Although the most of the inorganic nutrients plants require are available in abundance, not all are easily accessible. Mary Lou Guerinot (Dartmouth University) described molecular and genetic approaches to dissecting the processes that plants use to acquire iron from the soil. When iron is limiting, Arabidopsis roots show three responses that make iron more available to the plant: increased Fe(III) chelate reductase activity, increased Fe(II) transport and increased acidification of the rhizosphere. Mutants that have altered Fe(III) chelate reductase activities have been isolated and characterized and the mutations have been mapped in anticipation of walking to the genes. To approach Fe(II) transport, they took advantage of what is known about iron transport in yeast. The IRT1 (iron-regulated transporter) gene, encoding a probable Fe(II) transporter, was cloned by functional expression of an Arabidopsis cDNA in a yeast strain defective for iron uptake. Yeast expressing IRT1 possess a novel Fe(II) uptake activity. IRT1 is predicted to be an integral membrane protein with a metal-binding domain. In Arabidopsis, IRT1 is expressed in roots and is induced within 24 hours after transfer of plants to iron deficient growth conditions. Database comparisons and genomic Southern blot analysis indicated that IRT1 is a member of a gene family in Arabidopsis. Interestingly, related sequences are also found in the genomes of rice, yeast, nematodes, and humans. In yeast, two of theIRT-related genes, ZRT1 and ZRT2, encode high affinity and low affinity zinc transporters, respectively. Using a zrt1;zrt2 yeast strain defective in zinc uptake, they have isolated several Arabidopsis genes that functional studies in yeast suggest may encode zinc transporters. Understanding the amino acid residues that determine ion specificity may allow creation of designer metal transport systems in plants.

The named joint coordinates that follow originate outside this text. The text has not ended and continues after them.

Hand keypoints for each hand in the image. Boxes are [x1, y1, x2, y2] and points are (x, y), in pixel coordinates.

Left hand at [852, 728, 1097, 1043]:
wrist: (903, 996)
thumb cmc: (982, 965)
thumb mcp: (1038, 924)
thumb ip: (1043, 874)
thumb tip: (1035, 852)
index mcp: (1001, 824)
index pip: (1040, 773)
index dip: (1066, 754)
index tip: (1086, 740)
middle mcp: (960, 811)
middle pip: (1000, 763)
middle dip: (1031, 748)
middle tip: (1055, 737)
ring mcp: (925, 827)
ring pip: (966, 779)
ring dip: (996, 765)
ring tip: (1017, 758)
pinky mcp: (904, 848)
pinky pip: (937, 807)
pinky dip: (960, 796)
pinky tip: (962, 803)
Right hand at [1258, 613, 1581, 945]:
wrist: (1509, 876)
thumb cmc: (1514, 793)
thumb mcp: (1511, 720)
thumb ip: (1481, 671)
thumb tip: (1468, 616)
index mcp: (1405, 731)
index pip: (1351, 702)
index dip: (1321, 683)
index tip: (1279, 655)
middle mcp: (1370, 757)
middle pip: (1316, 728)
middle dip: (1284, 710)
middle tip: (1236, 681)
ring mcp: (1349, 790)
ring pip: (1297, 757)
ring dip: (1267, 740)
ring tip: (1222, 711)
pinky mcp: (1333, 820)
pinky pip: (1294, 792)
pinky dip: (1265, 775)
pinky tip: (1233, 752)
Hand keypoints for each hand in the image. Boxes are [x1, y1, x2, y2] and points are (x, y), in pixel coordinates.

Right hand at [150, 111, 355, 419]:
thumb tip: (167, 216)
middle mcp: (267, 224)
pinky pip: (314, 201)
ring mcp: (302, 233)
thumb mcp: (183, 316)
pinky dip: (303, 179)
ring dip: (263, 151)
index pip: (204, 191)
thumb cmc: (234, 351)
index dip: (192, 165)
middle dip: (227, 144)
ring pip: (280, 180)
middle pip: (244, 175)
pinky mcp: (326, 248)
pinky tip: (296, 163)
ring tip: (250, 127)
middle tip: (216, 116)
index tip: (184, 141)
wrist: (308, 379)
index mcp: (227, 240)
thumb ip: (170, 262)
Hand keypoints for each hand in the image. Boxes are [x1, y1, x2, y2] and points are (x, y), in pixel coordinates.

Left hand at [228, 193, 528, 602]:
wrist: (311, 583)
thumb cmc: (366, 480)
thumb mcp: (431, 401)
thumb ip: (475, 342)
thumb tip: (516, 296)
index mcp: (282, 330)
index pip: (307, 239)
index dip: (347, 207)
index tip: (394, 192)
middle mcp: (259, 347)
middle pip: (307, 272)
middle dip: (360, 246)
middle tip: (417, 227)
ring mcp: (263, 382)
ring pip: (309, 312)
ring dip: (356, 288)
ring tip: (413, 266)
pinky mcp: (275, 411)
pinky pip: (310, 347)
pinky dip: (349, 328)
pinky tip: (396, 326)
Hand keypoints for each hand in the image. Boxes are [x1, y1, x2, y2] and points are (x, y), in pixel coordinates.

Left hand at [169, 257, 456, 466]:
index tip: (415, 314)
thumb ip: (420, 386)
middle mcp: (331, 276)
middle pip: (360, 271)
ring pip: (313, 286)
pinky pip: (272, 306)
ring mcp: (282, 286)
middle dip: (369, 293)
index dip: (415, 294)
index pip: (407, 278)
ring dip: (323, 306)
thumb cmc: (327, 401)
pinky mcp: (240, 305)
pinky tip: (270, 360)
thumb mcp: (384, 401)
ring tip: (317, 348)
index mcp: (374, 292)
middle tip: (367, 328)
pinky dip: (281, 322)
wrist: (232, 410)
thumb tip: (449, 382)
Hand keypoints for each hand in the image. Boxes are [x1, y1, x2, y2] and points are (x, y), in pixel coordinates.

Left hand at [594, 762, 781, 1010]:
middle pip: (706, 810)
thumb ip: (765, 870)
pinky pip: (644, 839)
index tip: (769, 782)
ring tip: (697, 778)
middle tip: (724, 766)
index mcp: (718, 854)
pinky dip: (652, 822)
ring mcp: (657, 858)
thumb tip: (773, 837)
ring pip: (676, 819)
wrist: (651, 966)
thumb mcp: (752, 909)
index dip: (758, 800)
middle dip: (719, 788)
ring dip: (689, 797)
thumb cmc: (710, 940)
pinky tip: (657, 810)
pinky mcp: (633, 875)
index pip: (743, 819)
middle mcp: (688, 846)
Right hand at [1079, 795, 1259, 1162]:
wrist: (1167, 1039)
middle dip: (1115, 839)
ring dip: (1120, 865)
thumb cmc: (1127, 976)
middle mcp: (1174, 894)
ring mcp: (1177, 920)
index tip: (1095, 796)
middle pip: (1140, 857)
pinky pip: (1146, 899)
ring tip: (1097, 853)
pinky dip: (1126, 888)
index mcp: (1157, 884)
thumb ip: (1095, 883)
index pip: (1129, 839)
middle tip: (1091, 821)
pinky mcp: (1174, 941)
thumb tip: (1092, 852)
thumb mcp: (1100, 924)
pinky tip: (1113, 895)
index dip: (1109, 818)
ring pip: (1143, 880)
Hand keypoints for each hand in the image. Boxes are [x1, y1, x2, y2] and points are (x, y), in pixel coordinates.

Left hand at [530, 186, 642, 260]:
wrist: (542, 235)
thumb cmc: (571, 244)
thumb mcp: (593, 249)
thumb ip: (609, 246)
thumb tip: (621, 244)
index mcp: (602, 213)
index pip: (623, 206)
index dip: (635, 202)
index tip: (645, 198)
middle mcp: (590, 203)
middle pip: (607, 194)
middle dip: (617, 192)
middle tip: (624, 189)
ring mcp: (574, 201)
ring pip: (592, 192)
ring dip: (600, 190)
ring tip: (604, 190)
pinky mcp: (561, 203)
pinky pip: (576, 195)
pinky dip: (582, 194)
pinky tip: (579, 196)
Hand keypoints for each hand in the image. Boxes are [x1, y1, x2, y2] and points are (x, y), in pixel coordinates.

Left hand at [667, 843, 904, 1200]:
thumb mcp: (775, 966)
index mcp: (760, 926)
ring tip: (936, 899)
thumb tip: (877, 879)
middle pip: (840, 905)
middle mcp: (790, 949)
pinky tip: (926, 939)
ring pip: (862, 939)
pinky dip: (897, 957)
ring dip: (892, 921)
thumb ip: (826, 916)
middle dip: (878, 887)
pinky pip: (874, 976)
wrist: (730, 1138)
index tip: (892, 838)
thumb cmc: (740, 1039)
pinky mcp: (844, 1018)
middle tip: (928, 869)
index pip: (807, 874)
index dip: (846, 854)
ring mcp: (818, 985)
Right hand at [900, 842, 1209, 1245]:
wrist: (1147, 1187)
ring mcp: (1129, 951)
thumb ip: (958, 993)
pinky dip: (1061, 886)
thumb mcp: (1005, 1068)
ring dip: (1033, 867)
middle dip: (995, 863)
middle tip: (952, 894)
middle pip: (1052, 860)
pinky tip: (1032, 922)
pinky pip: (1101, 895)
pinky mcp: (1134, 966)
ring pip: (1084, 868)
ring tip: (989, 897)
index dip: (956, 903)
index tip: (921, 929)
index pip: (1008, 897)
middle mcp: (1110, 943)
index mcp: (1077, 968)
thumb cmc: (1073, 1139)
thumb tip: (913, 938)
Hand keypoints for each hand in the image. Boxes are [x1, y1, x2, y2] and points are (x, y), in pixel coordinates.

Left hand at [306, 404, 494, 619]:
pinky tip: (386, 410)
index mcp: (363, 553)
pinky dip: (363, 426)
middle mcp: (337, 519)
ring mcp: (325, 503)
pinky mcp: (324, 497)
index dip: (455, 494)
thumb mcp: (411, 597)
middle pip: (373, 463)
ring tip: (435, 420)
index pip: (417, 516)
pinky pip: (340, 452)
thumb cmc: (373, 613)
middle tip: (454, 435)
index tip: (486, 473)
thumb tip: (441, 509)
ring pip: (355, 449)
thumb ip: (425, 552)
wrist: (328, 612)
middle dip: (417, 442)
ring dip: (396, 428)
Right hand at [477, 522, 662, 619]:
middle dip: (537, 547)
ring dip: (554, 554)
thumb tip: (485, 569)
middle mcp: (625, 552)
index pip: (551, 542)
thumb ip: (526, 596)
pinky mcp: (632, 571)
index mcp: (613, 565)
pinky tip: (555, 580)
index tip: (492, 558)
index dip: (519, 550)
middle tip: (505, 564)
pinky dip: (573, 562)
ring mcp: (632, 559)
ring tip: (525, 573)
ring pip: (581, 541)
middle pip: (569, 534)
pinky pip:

Mark Knight of Oxford University described an approach to studying a process that may be common to the various signaling processes described above. Intracellular calcium acts as a second messenger in Arabidopsis transducing many signals including changes in temperature, mechanical stimulation, oxidative stress and circadian rhythms. Knight and his colleagues measure intracellular calcium non-invasively in living plants by expressing the calcium activated photoprotein, aequorin, in transgenic Arabidopsis. This allows the measurement of cytosolic free calcium in real time by measuring luminescence. A recent advancement is that they have targeted aequorin to various organelles and membranes to measure calcium fluxes at specific locations of the cell. This approach is being bolstered by identifying mutants showing altered calcium dynamics.

Participants were reminded of the interesting results being obtained in plant cellular biochemisty during a talk from Alex Conceicao of Natasha Raikhel's group at Michigan State University. Syntaxin and its homologues are membrane proteins involved in docking and/or fusion of transport vesicles. Recently the aPEP12 gene, encoding a syntaxin homologue, was cloned from Arabidopsis plants (Bassham et al., 1995, PNAS 92, 7262-7266). This plant gene product is proposed to play an important role in protein targeting because the yeast protein is involved in protein trafficking to yeast vacuoles, and may be associated with a prevacuolar organelle (Becherer et al., 1996, Mol. Biol. Cell 7, 579-594). Conceicao showed that the Arabidopsis PEP12 protein (aPEP12p) is present either as one or two major isoforms depending on the tissue. Several subcellular fractionation techniques indicate that both aPEP12p isoforms are localized to the same organelle. Furthermore, immunocytochemical studies of seeds showed that aPEP12p is present on the membranes of smooth-vesicles; they are grouped to form multivesicular bodies which could correspond to endocytic or prevacuolar organelles. Prevacuoles have not been biochemically characterized in plants and aPEP12p could be a first membrane marker of this organelle type.

I thank those speakers who helped to write this summary, and apologize and take responsibility for any mistakes included.